Entries Tagged 'Ruby' ↓

Playing with Ruby

I’ve been a programmer since 1985 or so. Started off with good old COBOL then progressed through a long line of procedural language, from PL/1 up to VB.NET etc. I’ve never much played with dynamic languages before.

But I read about Ruby - Ruby on Rails - I see the code snippets, I read blogs…it’s a beautiful language and seems to bring out a new fresh approach to solving problems.

So I’m going to start playing with Ruby. I have quite a few projects on tap and Ruby seems like an excellent choice. Now, the easiest way to learn a new language is to simply write code in it, look stuff up and basically just learn as you go. A piece of one of the projects I have in mind is to utilize Google Hottrends in a mashup sort of way.

The first step is to read the Hottrends page and store the data. I have SQLLITE on my laptop so that’s where the data will be stored.

So, my first actual Ruby program. I’m sure its quite rough and a real Ruby guru would do it so much better but this is for learning and it does work. Simply scraping Hottrends using an XPATH expression and then storing a few pieces of info into a SQLLITE table (avoiding storing duplicate terms).

Here’s the code - beautifully concise and readable!

# hottrend-scraper
# 1/31/2008
# Extract anchor text from Google hottrends
# Store all anchor text strings into sqlite db

require 'rubygems'
require 'open-uri'
require 'hpricot'
require 'sqlite3'

@url = "http://www.google.com/trends/hottrends"
@response = ''

begin
  # open-uri RDoc: http://stdlib.rubyonrails.org/libdoc/open-uri/rdoc/index.html
  open(@url, "User-Agent" => "Ruby/#{RUBY_VERSION}",
    "From" => "",
    "Referer" => "") { |f|

    puts "Fetched document: #{f.base_uri}"
    puts "\t Content Type: #{f.content_type}\n"
    puts "\t Charset: #{f.charset}\n"
    puts "\t Content-Encoding: #{f.content_encoding}\n"
    puts "\t Last Modified: #{f.last_modified}\n\n"

    # Save the response body
    @response = f.read
  }

  # open database
  db = SQLite3::Database.new( 'scrapedata.s3db' )

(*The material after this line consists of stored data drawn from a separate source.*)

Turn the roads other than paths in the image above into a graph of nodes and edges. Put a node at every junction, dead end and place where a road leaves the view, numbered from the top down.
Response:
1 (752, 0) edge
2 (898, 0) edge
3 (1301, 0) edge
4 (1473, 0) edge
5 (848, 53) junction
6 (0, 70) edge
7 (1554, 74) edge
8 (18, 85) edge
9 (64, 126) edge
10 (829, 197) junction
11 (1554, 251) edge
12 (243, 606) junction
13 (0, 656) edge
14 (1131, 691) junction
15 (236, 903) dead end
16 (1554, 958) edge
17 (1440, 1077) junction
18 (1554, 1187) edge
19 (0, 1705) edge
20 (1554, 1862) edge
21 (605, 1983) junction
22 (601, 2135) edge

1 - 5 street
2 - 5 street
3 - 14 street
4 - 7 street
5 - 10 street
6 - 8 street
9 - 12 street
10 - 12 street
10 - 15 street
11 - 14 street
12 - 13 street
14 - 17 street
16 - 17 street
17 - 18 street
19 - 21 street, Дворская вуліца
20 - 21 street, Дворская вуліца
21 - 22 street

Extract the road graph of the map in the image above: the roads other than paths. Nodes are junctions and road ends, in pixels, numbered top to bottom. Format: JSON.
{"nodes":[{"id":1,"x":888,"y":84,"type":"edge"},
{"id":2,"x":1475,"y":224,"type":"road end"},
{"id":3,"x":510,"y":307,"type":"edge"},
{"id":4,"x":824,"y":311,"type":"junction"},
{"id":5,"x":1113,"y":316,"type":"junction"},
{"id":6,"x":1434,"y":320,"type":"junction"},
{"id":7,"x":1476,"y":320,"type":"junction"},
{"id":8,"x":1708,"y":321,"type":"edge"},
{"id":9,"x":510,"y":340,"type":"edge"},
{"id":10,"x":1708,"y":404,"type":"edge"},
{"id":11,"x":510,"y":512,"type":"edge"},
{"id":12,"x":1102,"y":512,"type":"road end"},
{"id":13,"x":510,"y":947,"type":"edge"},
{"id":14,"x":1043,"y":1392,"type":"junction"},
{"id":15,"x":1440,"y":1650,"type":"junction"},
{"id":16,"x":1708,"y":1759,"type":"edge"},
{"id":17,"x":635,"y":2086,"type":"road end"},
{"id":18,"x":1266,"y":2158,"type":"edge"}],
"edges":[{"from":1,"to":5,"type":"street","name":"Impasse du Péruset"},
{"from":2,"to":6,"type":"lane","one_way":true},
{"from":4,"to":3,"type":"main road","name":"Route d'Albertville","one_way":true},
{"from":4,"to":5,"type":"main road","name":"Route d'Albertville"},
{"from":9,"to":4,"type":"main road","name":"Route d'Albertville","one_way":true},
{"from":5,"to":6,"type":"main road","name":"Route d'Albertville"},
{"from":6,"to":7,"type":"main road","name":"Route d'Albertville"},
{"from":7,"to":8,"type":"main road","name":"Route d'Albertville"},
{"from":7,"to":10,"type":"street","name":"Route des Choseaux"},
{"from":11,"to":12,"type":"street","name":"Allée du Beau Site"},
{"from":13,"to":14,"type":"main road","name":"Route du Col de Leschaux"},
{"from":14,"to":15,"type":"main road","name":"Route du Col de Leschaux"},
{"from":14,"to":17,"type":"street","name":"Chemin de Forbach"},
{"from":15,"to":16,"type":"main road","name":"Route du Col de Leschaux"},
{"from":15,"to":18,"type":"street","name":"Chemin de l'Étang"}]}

  # HPricot RDoc: http://code.whytheluckystiff.net/hpricot/
  doc = Hpricot(@response)

  # Pull out hottrends anchor text - stuff into database but don't stuff in duplicates
  (doc/"//td[@class='hotColumn']//table[@class='Z2_list']//td//a”).each do |anchor|
     anchortext=anchor.inner_html
     count = db.get_first_value(”Select count(*) from gtrends where scrapetext=’#{anchortext}’”)
     if count.to_i==0
     	puts “INSERTING #{anchortext}”
     	db.execute(”INSERT INTO gtrends (scrapetext) VALUES(’#{anchortext}’)”)
     end
  end
 db.close
rescue Exception => e
  print e, “\n”
end